Compatibilidad criminal
El respaldo a un gobernante que se mantiene en el poder sólo por la fuerza bruta y cuya gestión es pródiga de encarcelamientos arbitrarios, torturas y asesinatos es compatibilidad criminal
Muchos analistas siguen pensando que la absoluta obsecuencia de Claudia Sheinbaum a los dictados de su antecesor es a regañadientes y tienen la esperanza de que en algún momento la Presidenta romperá la cadena de sumisión que la ata a quien la colocó como candidata presidencial.
Yo creo, en cambio, que hay ya suficientes evidencias de que la Presidenta actúa en la misma línea que Andrés Manuel López Obrador no con disgusto, sino porque está de acuerdo íntimamente –caras vemos, basura ideológica sí sabemos– con los deseos del expresidente: que son, también, sus propios deseos.
Su decisión más reciente lo confirma. La Presidenta ha anunciado que enviará representantes a la toma de posesión de Nicolás Maduro, que se mantiene en el poder en virtud de un fraude escandaloso demostrado indubitablemente por la oposición venezolana. En muchos países ese fétido anuncio hubiese provocado, aun en esta temporada de fiestas, gigantescas manifestaciones de rechazo.
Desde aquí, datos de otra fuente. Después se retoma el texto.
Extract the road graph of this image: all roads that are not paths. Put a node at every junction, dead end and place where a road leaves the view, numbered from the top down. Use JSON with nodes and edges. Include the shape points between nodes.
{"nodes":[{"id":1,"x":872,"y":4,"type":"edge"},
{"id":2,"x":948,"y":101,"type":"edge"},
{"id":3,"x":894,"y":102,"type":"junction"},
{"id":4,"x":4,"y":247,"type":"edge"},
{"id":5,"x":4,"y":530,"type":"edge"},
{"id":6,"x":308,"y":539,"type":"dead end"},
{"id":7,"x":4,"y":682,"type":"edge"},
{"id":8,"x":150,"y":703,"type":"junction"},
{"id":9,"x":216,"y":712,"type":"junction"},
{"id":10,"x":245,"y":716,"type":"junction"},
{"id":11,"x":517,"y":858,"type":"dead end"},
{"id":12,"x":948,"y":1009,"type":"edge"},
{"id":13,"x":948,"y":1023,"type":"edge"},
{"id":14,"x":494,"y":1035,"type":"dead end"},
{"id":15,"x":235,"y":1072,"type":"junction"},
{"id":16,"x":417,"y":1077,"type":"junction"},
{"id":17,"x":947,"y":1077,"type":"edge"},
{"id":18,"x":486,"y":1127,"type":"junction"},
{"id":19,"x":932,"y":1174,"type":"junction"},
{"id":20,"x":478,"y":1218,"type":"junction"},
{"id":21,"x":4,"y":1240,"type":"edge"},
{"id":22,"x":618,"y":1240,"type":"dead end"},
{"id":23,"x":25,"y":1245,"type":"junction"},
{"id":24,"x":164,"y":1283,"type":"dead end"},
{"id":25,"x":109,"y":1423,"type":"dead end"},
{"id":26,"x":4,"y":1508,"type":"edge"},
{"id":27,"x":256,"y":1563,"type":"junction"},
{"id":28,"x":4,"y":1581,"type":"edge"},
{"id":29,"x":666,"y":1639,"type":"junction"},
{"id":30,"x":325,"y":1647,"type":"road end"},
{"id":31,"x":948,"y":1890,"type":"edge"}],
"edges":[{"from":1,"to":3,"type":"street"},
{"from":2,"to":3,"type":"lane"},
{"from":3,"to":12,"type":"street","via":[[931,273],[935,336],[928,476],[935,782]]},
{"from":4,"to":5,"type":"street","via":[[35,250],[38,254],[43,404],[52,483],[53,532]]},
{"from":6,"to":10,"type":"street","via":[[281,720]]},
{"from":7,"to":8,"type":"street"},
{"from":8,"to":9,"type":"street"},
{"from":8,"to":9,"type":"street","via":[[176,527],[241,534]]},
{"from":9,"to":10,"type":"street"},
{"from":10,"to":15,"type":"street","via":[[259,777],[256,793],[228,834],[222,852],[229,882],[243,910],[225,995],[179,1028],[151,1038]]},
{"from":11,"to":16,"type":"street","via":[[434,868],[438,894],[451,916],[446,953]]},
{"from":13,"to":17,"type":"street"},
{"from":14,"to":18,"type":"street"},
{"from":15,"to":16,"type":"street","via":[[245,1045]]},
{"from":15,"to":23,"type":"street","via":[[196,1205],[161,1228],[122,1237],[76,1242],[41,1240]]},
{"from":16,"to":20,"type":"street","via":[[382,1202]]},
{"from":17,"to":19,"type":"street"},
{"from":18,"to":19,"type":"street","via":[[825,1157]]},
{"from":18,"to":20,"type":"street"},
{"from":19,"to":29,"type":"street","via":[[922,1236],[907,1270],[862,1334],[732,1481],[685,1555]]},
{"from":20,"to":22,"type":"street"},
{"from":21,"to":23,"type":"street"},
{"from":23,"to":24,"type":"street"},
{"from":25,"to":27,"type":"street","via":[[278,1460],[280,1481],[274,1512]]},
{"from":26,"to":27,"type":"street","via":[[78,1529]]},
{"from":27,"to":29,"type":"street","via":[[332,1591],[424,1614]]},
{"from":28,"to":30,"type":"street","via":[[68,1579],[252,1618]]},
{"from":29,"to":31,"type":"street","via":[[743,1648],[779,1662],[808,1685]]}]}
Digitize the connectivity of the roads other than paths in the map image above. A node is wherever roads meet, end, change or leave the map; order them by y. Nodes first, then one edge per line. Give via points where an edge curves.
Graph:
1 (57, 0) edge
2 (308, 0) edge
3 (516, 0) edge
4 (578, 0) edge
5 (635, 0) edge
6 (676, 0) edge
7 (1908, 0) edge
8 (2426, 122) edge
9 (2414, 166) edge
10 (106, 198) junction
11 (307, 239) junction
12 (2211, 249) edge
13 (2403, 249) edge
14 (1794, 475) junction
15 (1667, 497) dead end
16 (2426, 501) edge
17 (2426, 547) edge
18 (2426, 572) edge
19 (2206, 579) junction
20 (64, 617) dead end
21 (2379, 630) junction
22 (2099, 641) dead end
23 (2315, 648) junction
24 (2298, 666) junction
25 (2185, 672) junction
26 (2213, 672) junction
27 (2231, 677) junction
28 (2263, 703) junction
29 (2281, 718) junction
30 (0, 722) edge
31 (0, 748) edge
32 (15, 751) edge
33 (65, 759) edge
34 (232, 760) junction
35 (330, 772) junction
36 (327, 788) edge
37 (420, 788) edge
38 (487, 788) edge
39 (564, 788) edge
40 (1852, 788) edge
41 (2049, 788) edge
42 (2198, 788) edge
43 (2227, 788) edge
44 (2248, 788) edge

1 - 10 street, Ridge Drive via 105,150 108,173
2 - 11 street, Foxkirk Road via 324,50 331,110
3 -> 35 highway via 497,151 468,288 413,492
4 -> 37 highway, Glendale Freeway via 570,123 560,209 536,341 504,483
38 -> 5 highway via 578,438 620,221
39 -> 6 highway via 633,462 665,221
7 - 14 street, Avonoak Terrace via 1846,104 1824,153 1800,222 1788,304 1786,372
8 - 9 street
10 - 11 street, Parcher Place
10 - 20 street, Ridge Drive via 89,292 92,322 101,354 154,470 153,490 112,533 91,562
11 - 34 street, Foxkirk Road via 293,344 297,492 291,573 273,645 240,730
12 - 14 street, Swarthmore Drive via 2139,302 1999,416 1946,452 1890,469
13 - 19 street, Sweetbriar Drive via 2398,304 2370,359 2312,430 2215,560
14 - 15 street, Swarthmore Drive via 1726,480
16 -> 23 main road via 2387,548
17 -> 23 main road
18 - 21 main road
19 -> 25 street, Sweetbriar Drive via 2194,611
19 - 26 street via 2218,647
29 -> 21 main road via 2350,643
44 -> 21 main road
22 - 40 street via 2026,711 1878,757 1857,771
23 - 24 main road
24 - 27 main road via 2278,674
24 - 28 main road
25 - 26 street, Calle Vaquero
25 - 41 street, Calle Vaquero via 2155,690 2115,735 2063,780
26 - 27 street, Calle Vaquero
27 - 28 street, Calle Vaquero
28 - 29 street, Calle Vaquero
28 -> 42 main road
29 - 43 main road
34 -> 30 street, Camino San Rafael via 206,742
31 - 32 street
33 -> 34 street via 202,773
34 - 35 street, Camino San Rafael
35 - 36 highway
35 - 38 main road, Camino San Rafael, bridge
Maduro fue vencido abrumadoramente en la elección presidencial, se la agandalló y reprimió con miles de detenciones y con torturas y asesinatos las multitudinarias protestas contra el fraude electoral. La ONU, la OEA, Human Rights Watch, Amnistía Internacional, prestigiados diarios y cadenas televisivas del mundo denunciaron el fraude y mostraron esa bárbara represión.
Numerosos países democráticos desconocieron el triunfo del dictador asesino. López Obrador se unió al principio a los gobiernos que le solicitaban tibiamente a Maduro que exhibiera las actas que demostrasen su victoria –lo cual era imposible porque lo que muestran inequívocamente las actas es el triunfo del candidato opositor–, pero nunca condenó el fraude electoral ni la bárbara represión.
Venezuela sufre una pesadilla horrorosa desde que el chavismo accedió al poder: eliminación de las instituciones democráticas, captura del poder judicial y del poder legislativo –como en México, dicho sea de paso–, persecución y juicios grotescos contra líderes opositores, asesinatos de quienes protestan en las calles, tortura y cárcel a disidentes, cierre de medios críticos al gobierno, criminalidad desmesurada, desabasto de productos de primera necesidad, expropiaciones caprichosas. La diáspora venezolana constituye la cuarta parte de la población del país.
En estos primeros meses de su gobierno, la gestión de Claudia Sheinbaum no podría ser más deplorable. Asumió el legado de López Obrador en virtud del cual se dinamita a los poderes judiciales del país –la vía más directa a la dictadura– y se elimina a los organismos autónomos.
El reconocimiento de Maduro –a eso equivale el envío de representantes del gobierno mexicano a su toma de posesión– es una ofensa no sólo a los ciudadanos mexicanos y venezolanos, sino a todos los ciudadanos de cualquier parte del mundo que creemos en los valores del proceso civilizatorio: libertad, elecciones efectivas, justicia imparcial, juicios justos, respeto a la vida y a la libre expresión. Es, sobre todo, una ominosa humillación a los venezolanos que han sufrido las atrocidades del régimen y votaron por ponerle fin.
Nunca imaginé a Juan Ramón de la Fuente avalando como canciller el apoyo a las dictaduras que brinda el gobierno al que sirve. El exrector de la UNAM mancha con ese aval su trayectoria profesional. Como universitario siento pena de su actitud y lo compadezco.
El respaldo a un gobernante que se mantiene en el poder sólo por la fuerza bruta y cuya gestión es pródiga de encarcelamientos arbitrarios, torturas y asesinatos es compatibilidad criminal. La primera Presidenta de la historia de México está escribiendo una de las peores páginas de la diplomacia mexicana.
El reconocimiento de Claudia Sheinbaum a Nicolás Maduro es equivalente al que gobiernos extranjeros otorgaron a Victoriano Huerta. El silencio de los militantes de Morena ante ese aval muestra no solamente su talante político, sino su índole ética. Al convalidar la imposición de Maduro, el gobierno mexicano se coloca, coincidentemente con su política interior, del lado opuesto a los valores que ha ido conquistando el proceso civilizatorio.
Dejo aquí constancia de la náusea indignada –pero, ay, impotente– que me produce el anuncio de la Presidenta.